The Future of Women’s Reproductive Rights Hangs in the Balance
By Farah Tabibkhoei
As we begin to plan for the centennial anniversary of WLALA, we can’t help but marvel at the fact that WLALA was established before women had the right to vote. Today, women’s rights are once again making headlines—this time, it is the attempts to curtail women’s rights and the movement to keep those rights.
Women’s reproductive rights are increasingly coming under attack. In October, the Trump administration cut back the Affordable Care Act's (ACA) requirement that employers and universities provide employees and students with birth control coverage. Under the interim final rules issued by the Department of Health and Human Services (DHHS), employers and universities are no longer required to include contraception coverage in their health insurance plans if the employer or university has a religious or moral objection to it. Proponents of the new rules point to religious freedom as the justification for allowing employers and universities the option to deny women and their dependents access to reproductive healthcare. However, the new rules effectively permit discrimination against women seeking birth control benefits.
Multiple states across the country and several civil rights groups, including the ACLU, the Center for Reproductive Rights, the National Women’s Law Center, and Americans United for Separation of Church and State, promptly filed suit to challenge the constitutionality of the government’s rollback of the ACA’s contraceptive coverage requirement.
Pennsylvania State Attorney General Josh Shapiro filed a federal lawsuit in October in the Eastern District of Pennsylvania against President Trump over the rules that could result in higher costs for birth control and other contraceptive methods for 2.5 million Pennsylvania women and their families. In Pennsylvania v. Trump, the State is arguing that the rules violate constitutional and statutory laws prohibiting sex discrimination, the Establishment Clause of the First Amendment, and the Administrative Procedure Act. The District Court for the Eastern District of Pennsylvania is set to hear the state of Pennsylvania’s request for a preliminary injunction on December 14.

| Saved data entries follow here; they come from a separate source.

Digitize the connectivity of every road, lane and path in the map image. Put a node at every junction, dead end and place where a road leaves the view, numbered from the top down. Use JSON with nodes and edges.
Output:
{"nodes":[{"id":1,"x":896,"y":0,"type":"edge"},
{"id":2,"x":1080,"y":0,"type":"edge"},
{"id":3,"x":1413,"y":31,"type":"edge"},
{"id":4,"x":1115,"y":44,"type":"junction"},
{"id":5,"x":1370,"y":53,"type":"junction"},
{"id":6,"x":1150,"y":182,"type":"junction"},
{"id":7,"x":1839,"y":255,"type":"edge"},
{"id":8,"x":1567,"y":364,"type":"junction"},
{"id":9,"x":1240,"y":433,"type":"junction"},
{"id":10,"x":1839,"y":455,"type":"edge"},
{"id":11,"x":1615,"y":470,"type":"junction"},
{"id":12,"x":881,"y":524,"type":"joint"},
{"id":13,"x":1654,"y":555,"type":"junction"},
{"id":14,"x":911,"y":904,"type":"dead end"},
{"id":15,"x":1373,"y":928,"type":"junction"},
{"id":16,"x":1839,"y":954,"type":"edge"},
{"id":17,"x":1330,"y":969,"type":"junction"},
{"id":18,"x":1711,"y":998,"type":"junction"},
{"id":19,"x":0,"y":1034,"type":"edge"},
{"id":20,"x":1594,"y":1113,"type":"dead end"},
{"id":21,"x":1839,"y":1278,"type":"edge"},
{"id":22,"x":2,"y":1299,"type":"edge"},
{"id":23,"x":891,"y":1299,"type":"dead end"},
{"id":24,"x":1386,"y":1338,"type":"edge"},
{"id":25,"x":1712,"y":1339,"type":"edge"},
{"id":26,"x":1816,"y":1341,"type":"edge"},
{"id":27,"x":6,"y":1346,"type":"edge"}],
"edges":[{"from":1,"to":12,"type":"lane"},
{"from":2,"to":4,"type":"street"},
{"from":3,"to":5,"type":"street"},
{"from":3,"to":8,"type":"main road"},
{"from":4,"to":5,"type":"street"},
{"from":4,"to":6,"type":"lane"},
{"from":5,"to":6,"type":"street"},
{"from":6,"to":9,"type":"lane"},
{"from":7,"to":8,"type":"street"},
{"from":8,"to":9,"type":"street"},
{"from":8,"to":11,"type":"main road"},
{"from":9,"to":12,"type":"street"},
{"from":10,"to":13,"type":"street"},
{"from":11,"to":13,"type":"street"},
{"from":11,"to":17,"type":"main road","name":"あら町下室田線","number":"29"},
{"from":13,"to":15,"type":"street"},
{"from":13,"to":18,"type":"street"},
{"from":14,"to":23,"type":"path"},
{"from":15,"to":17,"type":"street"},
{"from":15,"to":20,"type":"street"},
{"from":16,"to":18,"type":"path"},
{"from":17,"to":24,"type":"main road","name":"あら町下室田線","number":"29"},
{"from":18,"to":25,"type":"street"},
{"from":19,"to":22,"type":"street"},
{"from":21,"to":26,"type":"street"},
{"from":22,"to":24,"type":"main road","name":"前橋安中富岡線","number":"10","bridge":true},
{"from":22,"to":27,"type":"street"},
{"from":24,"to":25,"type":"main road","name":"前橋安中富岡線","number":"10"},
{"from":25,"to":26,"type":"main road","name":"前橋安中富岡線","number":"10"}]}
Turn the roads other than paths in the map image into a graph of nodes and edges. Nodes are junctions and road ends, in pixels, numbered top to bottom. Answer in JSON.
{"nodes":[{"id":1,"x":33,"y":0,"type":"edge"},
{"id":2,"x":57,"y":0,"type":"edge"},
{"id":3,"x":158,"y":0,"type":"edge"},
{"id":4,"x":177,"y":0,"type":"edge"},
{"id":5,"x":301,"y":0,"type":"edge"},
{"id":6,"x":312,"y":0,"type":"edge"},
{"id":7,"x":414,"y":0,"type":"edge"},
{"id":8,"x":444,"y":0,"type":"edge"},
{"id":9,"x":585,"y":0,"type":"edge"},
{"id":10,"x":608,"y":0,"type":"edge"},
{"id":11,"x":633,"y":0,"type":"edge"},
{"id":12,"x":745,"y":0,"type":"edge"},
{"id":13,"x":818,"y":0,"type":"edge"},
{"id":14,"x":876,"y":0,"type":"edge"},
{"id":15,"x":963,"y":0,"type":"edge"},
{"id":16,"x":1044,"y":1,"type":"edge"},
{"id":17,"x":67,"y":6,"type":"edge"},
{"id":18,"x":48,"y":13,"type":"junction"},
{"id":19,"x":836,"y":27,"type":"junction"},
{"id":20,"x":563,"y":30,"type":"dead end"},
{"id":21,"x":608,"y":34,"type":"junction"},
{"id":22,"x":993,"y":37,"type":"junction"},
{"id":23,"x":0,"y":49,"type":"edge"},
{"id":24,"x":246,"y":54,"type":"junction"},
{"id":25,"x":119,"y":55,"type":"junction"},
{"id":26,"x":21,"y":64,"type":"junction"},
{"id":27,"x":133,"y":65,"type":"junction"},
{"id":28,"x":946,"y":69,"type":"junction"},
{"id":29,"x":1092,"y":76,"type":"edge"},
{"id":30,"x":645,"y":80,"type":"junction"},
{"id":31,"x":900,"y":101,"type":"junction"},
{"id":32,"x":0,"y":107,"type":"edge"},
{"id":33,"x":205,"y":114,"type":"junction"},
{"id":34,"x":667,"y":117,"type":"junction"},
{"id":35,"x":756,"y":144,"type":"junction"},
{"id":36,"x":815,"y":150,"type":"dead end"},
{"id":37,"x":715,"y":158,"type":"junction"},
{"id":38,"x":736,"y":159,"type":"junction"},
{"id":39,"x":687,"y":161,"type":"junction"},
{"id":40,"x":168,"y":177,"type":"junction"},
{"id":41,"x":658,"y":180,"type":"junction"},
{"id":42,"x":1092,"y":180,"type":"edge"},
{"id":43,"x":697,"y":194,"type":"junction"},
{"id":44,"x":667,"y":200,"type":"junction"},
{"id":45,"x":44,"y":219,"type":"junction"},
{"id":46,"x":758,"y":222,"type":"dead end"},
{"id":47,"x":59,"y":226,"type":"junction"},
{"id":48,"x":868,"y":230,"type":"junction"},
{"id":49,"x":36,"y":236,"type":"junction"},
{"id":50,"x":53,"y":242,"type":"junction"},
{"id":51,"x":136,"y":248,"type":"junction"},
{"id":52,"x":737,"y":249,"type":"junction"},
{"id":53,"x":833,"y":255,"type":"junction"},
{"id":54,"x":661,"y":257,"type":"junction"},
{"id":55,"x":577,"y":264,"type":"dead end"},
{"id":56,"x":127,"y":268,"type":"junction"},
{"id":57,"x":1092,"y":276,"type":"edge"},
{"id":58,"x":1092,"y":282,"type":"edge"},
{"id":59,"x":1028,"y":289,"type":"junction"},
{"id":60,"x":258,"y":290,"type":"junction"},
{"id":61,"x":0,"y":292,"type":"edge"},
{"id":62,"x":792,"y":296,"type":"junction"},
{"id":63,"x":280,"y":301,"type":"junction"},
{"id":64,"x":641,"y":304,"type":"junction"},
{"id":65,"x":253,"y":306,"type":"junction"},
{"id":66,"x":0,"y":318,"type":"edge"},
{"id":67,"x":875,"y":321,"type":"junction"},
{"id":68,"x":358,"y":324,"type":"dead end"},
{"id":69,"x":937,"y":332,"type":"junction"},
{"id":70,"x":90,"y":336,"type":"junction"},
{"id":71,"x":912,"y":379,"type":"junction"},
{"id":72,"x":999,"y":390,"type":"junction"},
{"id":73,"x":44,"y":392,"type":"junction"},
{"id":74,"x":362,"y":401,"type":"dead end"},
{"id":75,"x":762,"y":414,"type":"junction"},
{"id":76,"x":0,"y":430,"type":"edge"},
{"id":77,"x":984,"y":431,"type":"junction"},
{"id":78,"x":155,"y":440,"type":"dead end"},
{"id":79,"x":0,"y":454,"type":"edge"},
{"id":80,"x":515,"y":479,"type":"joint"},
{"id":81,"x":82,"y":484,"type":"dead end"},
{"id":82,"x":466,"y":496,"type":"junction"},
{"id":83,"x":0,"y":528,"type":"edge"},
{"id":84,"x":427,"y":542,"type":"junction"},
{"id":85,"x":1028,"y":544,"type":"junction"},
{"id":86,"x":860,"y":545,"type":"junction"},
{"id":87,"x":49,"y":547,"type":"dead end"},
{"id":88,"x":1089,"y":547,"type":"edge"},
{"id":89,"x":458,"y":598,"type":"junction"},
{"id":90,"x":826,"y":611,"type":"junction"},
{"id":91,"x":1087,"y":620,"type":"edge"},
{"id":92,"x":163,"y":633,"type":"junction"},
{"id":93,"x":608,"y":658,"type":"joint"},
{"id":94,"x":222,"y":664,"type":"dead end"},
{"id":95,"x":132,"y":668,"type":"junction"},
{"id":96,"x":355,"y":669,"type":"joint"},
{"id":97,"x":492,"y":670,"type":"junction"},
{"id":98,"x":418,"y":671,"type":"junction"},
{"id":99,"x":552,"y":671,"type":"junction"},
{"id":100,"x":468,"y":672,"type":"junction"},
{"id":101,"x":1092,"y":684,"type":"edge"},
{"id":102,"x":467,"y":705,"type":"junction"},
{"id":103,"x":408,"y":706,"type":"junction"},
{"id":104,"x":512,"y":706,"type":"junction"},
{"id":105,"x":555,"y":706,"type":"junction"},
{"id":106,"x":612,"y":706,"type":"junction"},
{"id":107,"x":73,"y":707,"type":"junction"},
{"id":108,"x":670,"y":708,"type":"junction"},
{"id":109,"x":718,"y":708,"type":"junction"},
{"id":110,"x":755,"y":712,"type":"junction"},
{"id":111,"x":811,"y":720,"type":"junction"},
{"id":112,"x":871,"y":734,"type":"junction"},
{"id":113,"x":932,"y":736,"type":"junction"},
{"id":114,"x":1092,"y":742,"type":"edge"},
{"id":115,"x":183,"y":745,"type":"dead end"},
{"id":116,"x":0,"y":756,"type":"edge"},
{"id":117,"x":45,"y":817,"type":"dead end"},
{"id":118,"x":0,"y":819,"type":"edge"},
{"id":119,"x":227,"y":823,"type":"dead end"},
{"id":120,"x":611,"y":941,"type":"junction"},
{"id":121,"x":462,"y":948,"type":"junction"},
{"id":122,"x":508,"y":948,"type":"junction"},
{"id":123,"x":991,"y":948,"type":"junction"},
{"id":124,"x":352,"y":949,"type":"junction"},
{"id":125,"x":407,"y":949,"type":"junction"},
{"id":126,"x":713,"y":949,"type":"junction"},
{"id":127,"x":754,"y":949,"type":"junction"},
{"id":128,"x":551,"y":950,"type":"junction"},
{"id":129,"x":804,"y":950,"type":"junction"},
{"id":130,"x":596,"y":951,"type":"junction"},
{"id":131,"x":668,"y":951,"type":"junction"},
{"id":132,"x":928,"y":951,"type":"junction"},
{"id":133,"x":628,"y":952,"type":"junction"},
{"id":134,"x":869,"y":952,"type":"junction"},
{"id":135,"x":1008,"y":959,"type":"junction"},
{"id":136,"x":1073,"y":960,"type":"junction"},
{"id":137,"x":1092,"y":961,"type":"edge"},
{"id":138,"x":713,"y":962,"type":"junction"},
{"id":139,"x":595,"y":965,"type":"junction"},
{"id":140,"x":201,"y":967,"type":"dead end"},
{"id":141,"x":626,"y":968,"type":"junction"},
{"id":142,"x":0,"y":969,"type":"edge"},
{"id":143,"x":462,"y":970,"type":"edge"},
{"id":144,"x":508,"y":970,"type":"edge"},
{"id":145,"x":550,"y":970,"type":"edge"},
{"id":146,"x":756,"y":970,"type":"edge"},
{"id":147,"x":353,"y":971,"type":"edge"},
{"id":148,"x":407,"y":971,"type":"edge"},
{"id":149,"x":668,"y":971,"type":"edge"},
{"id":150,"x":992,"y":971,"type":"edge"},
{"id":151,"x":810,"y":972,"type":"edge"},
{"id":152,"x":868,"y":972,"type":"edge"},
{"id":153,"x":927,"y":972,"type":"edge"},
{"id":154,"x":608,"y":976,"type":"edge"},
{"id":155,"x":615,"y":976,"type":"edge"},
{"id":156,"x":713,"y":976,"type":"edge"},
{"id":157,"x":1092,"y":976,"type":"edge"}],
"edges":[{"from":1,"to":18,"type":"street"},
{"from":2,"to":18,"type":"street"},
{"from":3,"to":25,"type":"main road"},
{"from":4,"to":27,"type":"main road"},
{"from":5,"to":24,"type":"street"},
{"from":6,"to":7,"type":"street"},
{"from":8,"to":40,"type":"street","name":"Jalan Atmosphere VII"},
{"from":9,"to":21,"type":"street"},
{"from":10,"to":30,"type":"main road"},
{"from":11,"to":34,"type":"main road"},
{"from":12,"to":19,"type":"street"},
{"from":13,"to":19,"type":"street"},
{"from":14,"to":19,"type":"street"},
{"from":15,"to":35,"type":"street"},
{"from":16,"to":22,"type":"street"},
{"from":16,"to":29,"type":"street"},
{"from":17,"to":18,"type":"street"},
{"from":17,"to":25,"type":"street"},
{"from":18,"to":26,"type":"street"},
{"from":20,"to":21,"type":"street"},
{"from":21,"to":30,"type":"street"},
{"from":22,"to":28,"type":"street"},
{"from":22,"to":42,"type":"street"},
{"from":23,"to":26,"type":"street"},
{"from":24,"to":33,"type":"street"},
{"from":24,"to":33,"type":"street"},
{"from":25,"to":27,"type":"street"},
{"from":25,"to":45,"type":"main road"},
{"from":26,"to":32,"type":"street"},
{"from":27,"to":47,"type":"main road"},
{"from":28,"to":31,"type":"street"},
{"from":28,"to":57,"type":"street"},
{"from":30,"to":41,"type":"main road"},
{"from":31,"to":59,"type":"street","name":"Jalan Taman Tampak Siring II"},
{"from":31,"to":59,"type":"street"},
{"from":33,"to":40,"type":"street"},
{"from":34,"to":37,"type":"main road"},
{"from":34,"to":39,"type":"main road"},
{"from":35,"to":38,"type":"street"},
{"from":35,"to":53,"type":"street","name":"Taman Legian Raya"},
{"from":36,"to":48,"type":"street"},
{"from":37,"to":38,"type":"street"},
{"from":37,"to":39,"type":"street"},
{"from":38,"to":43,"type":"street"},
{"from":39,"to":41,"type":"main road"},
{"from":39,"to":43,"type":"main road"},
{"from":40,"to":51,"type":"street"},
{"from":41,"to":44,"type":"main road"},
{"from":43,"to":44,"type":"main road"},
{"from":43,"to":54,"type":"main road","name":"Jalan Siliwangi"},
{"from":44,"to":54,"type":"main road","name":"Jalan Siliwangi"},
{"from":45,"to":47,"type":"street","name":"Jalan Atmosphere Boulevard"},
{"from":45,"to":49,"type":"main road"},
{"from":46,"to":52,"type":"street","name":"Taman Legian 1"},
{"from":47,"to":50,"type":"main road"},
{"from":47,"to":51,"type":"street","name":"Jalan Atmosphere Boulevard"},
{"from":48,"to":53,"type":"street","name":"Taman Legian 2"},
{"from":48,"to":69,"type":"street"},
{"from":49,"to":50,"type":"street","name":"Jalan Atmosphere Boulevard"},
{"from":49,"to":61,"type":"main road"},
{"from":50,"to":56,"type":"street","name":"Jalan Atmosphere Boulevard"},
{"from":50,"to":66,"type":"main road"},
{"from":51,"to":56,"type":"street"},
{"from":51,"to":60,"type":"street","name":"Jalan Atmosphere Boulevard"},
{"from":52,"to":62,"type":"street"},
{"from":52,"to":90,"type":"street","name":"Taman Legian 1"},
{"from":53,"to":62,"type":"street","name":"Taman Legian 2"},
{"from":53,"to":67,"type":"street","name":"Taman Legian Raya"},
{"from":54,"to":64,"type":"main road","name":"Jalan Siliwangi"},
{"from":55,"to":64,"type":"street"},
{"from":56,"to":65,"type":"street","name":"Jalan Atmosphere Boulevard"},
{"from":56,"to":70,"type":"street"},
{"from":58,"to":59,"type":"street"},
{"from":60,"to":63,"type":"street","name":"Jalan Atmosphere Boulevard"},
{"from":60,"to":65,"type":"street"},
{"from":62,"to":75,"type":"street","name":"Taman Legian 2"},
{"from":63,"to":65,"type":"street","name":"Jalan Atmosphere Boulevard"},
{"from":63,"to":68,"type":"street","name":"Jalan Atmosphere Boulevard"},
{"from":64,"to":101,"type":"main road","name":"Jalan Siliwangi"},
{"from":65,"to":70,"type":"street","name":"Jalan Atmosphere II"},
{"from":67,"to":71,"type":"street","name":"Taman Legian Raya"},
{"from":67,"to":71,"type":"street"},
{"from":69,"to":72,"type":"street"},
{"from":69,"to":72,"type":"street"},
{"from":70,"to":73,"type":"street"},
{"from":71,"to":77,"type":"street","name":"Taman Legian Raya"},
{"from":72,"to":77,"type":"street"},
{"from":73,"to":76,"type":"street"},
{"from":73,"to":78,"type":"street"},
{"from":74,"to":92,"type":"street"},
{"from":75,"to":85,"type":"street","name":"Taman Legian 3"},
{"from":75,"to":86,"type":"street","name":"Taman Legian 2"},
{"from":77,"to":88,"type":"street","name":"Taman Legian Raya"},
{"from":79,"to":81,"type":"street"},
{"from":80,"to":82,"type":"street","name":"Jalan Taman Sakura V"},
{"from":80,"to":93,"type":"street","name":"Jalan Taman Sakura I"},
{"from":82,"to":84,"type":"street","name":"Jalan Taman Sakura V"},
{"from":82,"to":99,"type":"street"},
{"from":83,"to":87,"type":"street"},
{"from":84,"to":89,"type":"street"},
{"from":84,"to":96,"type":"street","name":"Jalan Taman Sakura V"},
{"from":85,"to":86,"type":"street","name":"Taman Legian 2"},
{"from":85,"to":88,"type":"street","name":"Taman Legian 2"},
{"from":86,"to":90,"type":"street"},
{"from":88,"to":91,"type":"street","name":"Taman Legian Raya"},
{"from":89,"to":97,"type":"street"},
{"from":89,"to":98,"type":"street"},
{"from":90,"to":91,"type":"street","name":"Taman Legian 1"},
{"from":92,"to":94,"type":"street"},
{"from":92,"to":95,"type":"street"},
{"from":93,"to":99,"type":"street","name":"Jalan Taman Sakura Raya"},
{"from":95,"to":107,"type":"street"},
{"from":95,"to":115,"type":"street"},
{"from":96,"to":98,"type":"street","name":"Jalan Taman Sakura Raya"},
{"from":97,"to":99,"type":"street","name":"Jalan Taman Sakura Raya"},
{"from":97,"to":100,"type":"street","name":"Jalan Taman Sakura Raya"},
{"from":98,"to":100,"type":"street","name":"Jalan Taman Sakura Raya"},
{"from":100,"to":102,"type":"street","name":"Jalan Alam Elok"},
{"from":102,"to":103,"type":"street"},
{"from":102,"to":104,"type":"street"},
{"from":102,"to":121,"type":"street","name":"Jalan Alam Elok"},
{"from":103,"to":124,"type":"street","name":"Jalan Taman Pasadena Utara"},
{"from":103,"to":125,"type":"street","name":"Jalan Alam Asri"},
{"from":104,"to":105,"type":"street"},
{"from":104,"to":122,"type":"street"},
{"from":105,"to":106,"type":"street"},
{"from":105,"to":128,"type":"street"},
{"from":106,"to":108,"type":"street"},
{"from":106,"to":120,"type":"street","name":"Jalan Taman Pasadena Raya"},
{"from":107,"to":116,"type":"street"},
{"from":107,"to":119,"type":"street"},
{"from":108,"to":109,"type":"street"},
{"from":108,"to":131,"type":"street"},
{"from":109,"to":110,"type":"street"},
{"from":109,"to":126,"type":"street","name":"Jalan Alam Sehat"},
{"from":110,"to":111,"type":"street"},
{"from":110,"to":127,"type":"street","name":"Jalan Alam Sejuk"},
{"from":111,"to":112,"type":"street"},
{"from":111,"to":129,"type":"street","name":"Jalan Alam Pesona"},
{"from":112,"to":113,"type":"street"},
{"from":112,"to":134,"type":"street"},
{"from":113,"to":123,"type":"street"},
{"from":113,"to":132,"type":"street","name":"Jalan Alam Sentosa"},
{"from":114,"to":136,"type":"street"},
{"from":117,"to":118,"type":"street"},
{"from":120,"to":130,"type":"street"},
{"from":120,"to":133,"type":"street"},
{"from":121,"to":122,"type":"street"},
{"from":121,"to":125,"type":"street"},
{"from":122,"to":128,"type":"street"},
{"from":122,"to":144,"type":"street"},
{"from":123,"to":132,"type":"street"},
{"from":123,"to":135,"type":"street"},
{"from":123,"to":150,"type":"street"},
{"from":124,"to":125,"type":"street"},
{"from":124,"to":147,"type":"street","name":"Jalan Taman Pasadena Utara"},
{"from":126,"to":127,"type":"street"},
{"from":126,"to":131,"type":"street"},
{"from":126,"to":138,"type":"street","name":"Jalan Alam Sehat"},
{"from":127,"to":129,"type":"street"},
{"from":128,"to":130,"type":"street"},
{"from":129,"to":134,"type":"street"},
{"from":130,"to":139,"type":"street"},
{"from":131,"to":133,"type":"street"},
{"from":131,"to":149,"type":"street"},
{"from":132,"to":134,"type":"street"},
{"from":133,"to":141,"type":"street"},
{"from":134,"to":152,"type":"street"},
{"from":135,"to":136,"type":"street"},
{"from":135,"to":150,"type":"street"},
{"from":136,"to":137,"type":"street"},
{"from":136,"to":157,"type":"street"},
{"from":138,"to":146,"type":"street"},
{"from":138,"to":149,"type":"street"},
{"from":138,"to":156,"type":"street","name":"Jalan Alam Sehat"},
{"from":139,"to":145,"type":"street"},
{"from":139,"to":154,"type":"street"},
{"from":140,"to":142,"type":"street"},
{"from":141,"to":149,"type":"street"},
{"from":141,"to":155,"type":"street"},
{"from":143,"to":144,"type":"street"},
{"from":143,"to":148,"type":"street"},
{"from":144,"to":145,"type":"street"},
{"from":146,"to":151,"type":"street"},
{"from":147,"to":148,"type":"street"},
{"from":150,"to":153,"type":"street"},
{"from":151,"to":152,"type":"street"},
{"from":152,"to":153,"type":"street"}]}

Last month, the WLALA board voted to join the National Women’s Law Center’ amicus brief in support of Pennsylvania’s lawsuit to immediately block the Trump administration’s rules that broadly exempt employers and universities from complying with the ACA’s contraceptive coverage requirement. By signing on to the amicus brief, WLALA seeks to demonstrate the far-reaching harm these rules pose for employees and students in every state. The amicus brief was filed on November 27, 2017 and can be accessed here. Amici Curiae Briefs have also been filed by Massachusetts, California, Connecticut, Delaware, District of Columbia, Hawaii, Illinois, Iowa, Maine, Maryland, Minnesota, New Mexico, New York, North Carolina, Oregon, Rhode Island, Vermont, Virginia, and Washington.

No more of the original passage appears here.